Even though Tommy despises his father, they begin to train for an MMA competition, which awards the winner $5 million. Enter brother Brendan Conlon (Edgerton), a physics teacher. Brendan and his family are struggling to pay the bills and face foreclosure on their home.

Through strong will power and an undying love for his wife and children, Brendan begins to take local fights, and becomes as good as he was in his younger years. Brendan also seeks the title fight, unaware that his brother is after the same prize. Driven by circumstance and passion, the Conlon brothers reach the main event and ultimately face each other.

This story is driven solely on tension of a family torn apart by time and alcoholism. This is not a sob story. The plot entails universal truths and excellently frames the emotions of families who experience an alcoholic parent. Beyond anything, “Warrior” successfully engages the viewer, and, from the start, the emotional power never lets go.

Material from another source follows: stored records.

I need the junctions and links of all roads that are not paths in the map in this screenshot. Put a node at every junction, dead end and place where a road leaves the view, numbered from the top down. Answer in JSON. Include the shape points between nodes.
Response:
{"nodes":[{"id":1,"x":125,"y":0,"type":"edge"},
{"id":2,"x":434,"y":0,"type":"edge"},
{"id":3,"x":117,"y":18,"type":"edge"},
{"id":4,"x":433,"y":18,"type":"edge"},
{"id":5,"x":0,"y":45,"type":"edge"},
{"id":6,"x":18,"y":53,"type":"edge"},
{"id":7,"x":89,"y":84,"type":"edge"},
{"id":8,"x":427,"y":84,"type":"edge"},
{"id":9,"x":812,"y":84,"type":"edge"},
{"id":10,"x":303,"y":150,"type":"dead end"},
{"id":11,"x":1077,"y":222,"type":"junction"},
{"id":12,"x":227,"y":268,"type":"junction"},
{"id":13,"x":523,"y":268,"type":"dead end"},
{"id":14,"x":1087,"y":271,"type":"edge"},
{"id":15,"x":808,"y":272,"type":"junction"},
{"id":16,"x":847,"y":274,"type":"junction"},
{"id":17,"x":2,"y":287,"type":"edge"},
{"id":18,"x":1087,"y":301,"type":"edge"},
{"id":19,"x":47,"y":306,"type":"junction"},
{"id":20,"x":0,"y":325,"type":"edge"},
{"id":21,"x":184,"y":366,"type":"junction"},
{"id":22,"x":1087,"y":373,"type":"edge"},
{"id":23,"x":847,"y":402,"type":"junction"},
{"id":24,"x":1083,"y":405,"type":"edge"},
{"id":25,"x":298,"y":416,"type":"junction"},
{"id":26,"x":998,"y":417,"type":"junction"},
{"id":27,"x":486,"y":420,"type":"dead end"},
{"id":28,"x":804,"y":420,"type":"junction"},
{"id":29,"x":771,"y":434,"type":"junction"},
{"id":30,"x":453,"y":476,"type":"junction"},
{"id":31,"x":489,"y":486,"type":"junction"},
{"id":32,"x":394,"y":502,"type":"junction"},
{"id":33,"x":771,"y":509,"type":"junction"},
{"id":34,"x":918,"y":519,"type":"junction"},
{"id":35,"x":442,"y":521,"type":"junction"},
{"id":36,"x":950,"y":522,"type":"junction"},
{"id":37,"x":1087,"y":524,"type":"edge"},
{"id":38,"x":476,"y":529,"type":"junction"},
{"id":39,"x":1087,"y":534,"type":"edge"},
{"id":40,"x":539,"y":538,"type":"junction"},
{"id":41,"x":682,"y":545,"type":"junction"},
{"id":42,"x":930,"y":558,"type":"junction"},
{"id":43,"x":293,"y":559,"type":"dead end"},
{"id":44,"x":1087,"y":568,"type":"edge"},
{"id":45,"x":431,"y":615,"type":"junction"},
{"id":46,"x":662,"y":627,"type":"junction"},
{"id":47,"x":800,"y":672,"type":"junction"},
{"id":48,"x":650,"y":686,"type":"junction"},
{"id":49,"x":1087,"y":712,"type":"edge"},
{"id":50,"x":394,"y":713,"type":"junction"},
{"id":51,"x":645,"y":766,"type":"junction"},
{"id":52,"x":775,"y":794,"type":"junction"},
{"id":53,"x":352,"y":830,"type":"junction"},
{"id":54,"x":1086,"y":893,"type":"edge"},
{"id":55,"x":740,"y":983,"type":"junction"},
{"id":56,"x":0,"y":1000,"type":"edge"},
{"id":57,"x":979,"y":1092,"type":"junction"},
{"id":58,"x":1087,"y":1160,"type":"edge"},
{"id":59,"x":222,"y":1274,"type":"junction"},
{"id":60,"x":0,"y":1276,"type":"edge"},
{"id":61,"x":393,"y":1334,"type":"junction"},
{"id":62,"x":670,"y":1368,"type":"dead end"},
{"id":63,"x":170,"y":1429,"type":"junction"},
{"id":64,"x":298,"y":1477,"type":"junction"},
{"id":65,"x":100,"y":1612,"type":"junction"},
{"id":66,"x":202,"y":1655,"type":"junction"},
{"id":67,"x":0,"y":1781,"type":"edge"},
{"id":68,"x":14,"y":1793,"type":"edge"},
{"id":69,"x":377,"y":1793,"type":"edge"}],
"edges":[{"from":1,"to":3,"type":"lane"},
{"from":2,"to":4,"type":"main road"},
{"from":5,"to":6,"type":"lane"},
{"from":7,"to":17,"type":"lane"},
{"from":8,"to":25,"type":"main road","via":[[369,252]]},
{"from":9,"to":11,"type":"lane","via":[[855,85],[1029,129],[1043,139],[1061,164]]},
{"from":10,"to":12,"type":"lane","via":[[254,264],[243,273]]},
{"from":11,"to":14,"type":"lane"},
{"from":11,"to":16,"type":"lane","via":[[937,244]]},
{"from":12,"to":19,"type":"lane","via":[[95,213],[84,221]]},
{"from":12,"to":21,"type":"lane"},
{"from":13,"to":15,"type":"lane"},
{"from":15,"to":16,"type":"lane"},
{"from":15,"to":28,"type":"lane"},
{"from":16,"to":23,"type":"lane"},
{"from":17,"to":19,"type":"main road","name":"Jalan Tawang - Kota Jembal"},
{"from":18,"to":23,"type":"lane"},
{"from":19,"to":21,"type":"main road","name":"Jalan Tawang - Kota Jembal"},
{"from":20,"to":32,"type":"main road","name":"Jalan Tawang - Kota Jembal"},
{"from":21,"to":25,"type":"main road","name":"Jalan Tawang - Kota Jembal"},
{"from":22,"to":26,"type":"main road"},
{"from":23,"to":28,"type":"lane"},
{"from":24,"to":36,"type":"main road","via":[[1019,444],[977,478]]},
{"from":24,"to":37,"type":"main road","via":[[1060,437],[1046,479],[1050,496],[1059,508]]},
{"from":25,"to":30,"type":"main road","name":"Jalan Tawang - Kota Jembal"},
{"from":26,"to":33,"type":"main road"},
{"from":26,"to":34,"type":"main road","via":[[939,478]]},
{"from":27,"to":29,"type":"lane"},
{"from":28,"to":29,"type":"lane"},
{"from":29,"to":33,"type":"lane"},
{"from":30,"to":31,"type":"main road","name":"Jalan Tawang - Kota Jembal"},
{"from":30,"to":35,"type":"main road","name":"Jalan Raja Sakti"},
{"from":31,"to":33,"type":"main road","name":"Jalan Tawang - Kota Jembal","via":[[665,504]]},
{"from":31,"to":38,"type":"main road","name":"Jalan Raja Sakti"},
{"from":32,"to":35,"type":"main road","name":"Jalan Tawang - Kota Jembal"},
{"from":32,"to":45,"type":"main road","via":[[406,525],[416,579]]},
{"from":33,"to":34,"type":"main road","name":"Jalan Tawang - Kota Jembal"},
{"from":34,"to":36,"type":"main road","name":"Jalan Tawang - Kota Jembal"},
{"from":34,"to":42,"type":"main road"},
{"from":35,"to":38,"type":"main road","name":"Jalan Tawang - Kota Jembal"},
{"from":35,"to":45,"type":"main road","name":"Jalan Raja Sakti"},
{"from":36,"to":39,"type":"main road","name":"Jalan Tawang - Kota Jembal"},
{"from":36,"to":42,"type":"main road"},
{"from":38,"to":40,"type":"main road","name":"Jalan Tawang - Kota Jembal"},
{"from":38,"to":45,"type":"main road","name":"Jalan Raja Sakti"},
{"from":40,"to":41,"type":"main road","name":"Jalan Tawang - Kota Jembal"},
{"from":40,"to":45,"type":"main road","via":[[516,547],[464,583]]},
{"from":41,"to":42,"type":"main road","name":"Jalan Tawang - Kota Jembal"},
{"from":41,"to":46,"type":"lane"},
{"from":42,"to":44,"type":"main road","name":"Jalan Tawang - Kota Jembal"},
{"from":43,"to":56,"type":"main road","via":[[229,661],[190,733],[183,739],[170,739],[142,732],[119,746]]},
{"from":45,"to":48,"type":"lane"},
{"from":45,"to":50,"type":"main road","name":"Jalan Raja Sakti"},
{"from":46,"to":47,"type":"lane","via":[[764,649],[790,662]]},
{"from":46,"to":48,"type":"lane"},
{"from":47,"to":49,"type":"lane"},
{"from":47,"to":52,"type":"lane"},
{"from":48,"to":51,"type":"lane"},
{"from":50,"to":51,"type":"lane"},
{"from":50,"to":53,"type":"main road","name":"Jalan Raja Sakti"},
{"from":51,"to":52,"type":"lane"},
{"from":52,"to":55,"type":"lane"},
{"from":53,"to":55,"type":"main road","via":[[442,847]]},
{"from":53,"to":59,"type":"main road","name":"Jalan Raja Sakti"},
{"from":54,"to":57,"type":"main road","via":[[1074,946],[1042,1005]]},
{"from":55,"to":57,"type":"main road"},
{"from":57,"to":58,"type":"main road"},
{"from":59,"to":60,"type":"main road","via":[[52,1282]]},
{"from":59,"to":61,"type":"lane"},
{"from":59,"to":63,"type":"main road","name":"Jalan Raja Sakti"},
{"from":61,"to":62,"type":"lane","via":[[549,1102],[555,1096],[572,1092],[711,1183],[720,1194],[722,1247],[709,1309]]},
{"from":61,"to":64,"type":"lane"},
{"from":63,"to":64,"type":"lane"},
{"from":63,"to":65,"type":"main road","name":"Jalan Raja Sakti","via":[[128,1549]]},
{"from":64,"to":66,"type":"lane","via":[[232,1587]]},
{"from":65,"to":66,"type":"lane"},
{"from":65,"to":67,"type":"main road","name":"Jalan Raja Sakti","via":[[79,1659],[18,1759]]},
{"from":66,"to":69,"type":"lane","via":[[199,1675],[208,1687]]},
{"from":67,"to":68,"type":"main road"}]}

The ambiguity concerning the characters’ pasts does not leave the audience wondering; on the contrary, it builds upon the emotions. Unlike most boxing or fight films where the main character obtains victory to inspirational music, this film breaks through clichés and brilliantly brings emotion, family and a brutal sport together.

While watching the film, the viewers became engaged, and a few times people cheered during the fight scenes. The cinematic quality is second to none, rewarding the audience with a feel of what it’s like to be in the Octagon. The cast truly succeeds in capturing the overwhelming emotions of a broken home and the struggle of becoming a top fighter.

I highly recommend “Warrior” to anyone who wants to be inspired in a new and interesting way.